The advent of dual catalysis for organic synthesis, involving the implementation of two catalytic species in a single reaction process, has allowed new streamlined and efficient synthetic methods to be developed. This thesis describes efforts towards the development of novel transformations for radical C–N bond formation mediated by photoredox dual catalytic systems. First, investigation into the development of a new transformation to generate b-phenylethylamine scaffolds, a valuable motif that is found in a range of pharmaceutically active compounds, is presented. 1,2 This was achieved through the design of a visible- light mediated dual-catalytic platform that enabled multicomponent coupling of alkenes, aryl electrophiles and a nitrogen nucleophile to form b-aryl azidoalkanes.3 Mechanistic studies revealed the role of the azide anion both as a nitrogen source and in mediating key catalytic cycle turnover in this net redox-neutral process. The broad scope showcased enabled the single-step synthesis of a variety of functionally diverse b-phenylethylamines. Subsequent development of an asymmetric variant of the reaction was also investigated using a chiral group transfer catalyst to enable enantioselective azide addition. Secondly, the development of a dual catalytic strategy towards the synthesis of highly substituted and conformationally stable N-aryl-2-pyridones is described. This motif has emerged as a privileged scaffold in medicinal chemistry with applications in immunology and oncology, evidenced by the recent FDA approval of KRAS inhibitor sotorasib.4 This work describes the design of a mechanistically distinct photocatalytic activation mode that enabled the selective cross-coupling of aryl iodides and 6-substituted 2-pyridones.
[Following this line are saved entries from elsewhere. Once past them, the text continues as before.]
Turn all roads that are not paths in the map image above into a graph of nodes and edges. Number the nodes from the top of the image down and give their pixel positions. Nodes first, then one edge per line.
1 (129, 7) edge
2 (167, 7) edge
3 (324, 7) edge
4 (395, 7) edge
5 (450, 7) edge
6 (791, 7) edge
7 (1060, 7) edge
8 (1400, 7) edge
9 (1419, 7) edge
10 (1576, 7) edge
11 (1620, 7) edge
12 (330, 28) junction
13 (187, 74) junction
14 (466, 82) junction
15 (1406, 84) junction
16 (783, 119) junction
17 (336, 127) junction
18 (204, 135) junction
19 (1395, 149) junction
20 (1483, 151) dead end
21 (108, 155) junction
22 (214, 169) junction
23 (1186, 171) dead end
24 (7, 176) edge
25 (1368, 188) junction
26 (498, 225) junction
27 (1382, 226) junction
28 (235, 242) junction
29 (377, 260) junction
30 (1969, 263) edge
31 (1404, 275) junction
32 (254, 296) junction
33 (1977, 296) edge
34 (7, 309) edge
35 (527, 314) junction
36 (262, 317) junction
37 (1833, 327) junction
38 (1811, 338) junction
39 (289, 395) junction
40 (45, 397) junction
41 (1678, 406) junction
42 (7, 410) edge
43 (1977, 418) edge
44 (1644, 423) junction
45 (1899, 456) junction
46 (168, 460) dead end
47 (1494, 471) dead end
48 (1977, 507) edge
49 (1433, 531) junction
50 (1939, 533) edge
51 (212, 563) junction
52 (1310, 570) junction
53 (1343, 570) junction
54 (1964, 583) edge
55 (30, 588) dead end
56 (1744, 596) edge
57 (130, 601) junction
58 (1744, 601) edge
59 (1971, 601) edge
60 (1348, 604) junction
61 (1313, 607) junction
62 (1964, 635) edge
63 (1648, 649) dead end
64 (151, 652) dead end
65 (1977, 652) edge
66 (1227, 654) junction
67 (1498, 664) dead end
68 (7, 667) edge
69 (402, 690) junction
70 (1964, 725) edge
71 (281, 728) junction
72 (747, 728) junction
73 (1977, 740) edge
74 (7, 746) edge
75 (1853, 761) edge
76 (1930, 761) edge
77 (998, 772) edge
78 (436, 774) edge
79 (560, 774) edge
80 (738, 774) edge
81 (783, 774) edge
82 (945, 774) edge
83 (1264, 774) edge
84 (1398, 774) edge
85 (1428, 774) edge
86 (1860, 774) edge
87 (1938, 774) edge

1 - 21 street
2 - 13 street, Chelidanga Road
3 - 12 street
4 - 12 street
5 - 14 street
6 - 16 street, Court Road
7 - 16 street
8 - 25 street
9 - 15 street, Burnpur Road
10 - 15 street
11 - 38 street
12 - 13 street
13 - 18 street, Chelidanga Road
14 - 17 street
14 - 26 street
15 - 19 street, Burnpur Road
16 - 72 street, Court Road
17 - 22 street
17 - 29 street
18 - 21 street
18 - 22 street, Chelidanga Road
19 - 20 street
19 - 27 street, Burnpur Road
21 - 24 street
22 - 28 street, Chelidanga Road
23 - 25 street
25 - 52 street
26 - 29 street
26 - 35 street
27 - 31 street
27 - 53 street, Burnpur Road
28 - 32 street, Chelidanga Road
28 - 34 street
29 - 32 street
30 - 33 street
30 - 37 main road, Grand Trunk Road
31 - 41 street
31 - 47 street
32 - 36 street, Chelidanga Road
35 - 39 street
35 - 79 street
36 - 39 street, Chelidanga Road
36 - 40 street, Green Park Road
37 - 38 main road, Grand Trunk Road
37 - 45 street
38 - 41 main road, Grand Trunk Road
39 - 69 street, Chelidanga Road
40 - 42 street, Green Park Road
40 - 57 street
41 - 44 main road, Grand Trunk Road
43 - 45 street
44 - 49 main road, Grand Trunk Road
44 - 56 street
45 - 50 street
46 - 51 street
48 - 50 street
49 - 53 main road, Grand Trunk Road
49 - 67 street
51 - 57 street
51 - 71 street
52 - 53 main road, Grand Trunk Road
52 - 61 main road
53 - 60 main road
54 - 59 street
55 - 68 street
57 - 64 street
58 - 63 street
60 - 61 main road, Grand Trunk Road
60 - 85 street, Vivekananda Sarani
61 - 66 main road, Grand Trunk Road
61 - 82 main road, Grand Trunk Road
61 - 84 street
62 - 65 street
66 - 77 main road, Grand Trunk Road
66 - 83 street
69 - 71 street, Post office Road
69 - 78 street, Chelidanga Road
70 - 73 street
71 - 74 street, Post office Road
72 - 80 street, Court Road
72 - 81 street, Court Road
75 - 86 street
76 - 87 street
Mechanistic investigations revealed the participation of a key N-centred pyridone radical intermediate, which allowed complete N-selectivity to be achieved in the cross-coupling route to hindered aza-biaryl structures. Integral to the realisation of this process was the development of a high-throughput (HT) reaction discovery platform which dramatically accelerated the discovery and optimisation of the new process.